MATERIAL FOR THIS EXERCISE:

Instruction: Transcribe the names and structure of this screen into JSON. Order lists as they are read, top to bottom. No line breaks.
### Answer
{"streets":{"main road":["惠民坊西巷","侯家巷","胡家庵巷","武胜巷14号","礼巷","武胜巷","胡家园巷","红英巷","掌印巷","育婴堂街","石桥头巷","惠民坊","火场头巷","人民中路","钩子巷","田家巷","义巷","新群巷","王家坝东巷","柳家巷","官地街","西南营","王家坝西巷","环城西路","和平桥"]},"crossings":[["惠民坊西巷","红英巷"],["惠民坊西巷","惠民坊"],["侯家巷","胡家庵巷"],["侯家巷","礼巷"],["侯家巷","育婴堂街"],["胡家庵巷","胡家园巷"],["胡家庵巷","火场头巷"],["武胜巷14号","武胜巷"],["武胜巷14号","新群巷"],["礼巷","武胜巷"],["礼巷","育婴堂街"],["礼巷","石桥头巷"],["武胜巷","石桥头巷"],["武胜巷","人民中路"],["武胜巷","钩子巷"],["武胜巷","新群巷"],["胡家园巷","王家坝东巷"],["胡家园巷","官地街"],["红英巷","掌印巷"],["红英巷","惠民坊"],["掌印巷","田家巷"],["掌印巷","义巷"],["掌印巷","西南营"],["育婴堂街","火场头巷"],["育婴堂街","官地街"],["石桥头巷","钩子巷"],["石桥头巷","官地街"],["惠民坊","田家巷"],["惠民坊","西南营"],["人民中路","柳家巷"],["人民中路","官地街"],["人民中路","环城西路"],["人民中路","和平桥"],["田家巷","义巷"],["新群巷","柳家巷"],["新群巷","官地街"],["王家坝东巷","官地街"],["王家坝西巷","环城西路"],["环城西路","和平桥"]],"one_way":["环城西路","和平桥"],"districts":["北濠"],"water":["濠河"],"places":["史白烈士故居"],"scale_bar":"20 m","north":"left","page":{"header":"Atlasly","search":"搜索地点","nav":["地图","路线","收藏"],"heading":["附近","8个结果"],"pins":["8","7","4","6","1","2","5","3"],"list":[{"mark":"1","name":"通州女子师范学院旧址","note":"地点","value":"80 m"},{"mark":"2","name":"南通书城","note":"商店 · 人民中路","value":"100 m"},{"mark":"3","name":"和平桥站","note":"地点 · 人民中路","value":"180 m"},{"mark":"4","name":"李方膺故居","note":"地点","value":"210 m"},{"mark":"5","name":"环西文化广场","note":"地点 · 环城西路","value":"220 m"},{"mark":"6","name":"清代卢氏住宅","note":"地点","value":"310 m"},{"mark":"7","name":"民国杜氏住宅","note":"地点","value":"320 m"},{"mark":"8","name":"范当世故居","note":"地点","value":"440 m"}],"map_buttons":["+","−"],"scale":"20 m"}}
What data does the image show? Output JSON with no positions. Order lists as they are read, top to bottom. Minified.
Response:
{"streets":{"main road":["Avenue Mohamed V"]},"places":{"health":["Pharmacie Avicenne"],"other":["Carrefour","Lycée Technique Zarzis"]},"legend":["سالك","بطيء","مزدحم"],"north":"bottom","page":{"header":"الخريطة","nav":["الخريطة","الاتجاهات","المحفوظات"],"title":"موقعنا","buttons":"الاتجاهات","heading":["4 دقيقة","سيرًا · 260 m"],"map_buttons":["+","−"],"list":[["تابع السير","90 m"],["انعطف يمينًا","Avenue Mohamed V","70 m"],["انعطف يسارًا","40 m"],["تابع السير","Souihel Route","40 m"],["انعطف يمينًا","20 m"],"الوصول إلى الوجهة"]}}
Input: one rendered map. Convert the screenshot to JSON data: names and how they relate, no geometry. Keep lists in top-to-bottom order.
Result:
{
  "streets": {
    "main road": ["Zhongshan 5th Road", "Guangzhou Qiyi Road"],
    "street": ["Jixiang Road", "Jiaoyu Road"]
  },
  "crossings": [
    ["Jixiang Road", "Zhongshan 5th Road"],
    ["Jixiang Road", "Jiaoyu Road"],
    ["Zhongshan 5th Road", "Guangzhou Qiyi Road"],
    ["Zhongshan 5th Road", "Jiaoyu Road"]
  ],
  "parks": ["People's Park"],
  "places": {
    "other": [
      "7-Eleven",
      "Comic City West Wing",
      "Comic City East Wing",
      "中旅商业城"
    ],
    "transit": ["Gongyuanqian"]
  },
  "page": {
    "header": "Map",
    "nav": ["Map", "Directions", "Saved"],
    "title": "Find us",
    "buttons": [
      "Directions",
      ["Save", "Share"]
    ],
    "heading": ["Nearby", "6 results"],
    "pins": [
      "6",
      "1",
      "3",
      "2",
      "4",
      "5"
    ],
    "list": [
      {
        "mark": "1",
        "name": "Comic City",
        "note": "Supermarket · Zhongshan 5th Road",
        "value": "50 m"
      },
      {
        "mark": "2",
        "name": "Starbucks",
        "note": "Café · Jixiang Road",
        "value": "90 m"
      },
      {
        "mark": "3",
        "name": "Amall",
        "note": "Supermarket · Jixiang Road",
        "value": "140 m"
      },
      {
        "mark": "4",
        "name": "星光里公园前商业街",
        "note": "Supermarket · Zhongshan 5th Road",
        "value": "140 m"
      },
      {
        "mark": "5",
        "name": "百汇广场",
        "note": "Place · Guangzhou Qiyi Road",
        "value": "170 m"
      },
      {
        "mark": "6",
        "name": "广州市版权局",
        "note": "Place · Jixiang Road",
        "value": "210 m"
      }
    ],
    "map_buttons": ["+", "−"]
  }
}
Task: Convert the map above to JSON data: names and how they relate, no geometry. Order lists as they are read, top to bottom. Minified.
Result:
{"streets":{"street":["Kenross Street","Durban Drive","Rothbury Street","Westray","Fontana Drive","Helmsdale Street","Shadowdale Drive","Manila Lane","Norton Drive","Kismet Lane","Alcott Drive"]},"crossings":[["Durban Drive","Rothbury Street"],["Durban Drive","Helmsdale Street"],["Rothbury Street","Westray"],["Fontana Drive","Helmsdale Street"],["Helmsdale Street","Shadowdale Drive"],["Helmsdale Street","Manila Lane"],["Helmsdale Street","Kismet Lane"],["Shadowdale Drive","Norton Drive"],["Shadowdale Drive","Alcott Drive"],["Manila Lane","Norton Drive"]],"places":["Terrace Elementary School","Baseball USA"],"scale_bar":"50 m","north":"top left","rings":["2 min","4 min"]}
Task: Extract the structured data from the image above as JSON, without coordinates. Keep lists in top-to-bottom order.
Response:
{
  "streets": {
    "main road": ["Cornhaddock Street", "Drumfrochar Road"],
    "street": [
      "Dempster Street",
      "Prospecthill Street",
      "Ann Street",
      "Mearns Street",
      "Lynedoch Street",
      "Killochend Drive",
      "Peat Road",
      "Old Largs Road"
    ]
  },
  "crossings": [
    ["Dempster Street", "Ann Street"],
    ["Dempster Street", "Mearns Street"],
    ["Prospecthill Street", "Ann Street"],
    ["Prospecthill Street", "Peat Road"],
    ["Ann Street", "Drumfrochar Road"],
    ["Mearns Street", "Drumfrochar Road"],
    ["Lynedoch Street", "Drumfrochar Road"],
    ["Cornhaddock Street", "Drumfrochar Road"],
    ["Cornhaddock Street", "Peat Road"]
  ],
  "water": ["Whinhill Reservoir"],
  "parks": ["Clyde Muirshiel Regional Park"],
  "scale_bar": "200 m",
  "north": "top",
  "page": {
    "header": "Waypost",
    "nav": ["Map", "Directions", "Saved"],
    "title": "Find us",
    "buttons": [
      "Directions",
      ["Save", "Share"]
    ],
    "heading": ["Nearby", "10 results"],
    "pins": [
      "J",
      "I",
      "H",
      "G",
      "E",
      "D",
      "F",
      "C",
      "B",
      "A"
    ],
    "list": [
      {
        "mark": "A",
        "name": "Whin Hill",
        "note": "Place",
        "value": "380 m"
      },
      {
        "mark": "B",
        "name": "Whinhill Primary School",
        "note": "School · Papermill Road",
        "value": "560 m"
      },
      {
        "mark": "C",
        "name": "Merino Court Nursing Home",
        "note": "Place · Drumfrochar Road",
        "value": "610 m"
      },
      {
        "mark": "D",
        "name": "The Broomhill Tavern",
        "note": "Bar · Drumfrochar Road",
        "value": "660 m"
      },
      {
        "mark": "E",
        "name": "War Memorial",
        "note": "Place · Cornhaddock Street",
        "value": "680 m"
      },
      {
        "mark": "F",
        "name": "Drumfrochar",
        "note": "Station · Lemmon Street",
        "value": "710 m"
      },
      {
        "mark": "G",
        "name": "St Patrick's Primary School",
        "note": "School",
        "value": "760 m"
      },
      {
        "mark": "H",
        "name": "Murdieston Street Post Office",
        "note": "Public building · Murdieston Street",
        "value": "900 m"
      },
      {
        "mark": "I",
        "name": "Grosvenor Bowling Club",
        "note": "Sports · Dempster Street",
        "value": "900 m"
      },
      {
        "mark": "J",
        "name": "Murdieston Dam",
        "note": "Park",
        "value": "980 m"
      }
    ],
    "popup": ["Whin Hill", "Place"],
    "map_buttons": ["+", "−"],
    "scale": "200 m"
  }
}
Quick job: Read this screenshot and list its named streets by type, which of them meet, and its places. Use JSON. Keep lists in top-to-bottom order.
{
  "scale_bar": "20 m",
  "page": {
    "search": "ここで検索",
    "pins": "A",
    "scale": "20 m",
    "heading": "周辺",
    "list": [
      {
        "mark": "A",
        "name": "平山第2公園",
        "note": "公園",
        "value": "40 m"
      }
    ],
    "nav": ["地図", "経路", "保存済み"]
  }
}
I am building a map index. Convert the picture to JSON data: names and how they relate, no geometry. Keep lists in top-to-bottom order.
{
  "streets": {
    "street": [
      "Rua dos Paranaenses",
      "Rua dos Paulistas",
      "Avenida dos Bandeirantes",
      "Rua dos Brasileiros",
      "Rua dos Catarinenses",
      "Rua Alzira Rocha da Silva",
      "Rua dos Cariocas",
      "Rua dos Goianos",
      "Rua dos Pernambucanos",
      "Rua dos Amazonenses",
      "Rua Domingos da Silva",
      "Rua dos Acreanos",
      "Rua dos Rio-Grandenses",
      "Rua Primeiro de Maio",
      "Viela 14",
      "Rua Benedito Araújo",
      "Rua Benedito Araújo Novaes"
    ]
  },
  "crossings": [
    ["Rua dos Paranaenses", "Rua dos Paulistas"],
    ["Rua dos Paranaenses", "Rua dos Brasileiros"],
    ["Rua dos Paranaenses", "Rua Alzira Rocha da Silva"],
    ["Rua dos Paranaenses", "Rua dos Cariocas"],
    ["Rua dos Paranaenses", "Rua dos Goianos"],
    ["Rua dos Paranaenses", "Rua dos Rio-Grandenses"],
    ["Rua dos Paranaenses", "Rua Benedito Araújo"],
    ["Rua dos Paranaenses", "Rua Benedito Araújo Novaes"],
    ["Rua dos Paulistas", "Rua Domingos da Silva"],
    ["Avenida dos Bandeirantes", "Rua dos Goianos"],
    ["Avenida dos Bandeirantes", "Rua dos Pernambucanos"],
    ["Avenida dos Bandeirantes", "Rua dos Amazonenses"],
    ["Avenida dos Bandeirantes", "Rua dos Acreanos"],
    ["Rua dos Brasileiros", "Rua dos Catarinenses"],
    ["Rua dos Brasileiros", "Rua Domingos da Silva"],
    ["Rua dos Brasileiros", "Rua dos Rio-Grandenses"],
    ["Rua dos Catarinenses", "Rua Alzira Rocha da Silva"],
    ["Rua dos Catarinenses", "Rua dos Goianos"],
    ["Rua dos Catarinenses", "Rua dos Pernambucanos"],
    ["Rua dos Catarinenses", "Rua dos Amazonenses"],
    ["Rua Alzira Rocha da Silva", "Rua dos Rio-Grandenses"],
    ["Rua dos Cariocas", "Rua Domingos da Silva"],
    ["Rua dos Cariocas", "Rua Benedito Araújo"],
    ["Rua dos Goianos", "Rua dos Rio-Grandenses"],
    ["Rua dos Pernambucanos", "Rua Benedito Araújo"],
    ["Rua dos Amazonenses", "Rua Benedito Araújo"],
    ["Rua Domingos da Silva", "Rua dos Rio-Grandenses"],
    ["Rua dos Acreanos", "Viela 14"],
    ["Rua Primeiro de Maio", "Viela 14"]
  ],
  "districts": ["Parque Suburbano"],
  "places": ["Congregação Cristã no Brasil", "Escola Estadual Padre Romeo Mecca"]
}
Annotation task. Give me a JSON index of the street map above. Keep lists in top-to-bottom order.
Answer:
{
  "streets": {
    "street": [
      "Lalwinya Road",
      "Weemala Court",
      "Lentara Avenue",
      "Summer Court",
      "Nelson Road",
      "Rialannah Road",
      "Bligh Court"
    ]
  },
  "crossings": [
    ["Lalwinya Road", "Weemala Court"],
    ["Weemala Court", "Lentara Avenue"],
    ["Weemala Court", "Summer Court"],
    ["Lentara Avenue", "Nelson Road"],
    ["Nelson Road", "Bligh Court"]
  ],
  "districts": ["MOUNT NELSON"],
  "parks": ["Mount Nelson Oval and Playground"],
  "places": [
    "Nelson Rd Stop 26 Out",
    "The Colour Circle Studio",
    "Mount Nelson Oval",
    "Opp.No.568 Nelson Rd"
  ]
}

BRIEF:
Could you report all lines of the listing that hold "Oval"?

SOLUTION TO THIS EXERCISE:
  "parks": ["Mount Nelson Oval and Playground"],
    "Mount Nelson Oval",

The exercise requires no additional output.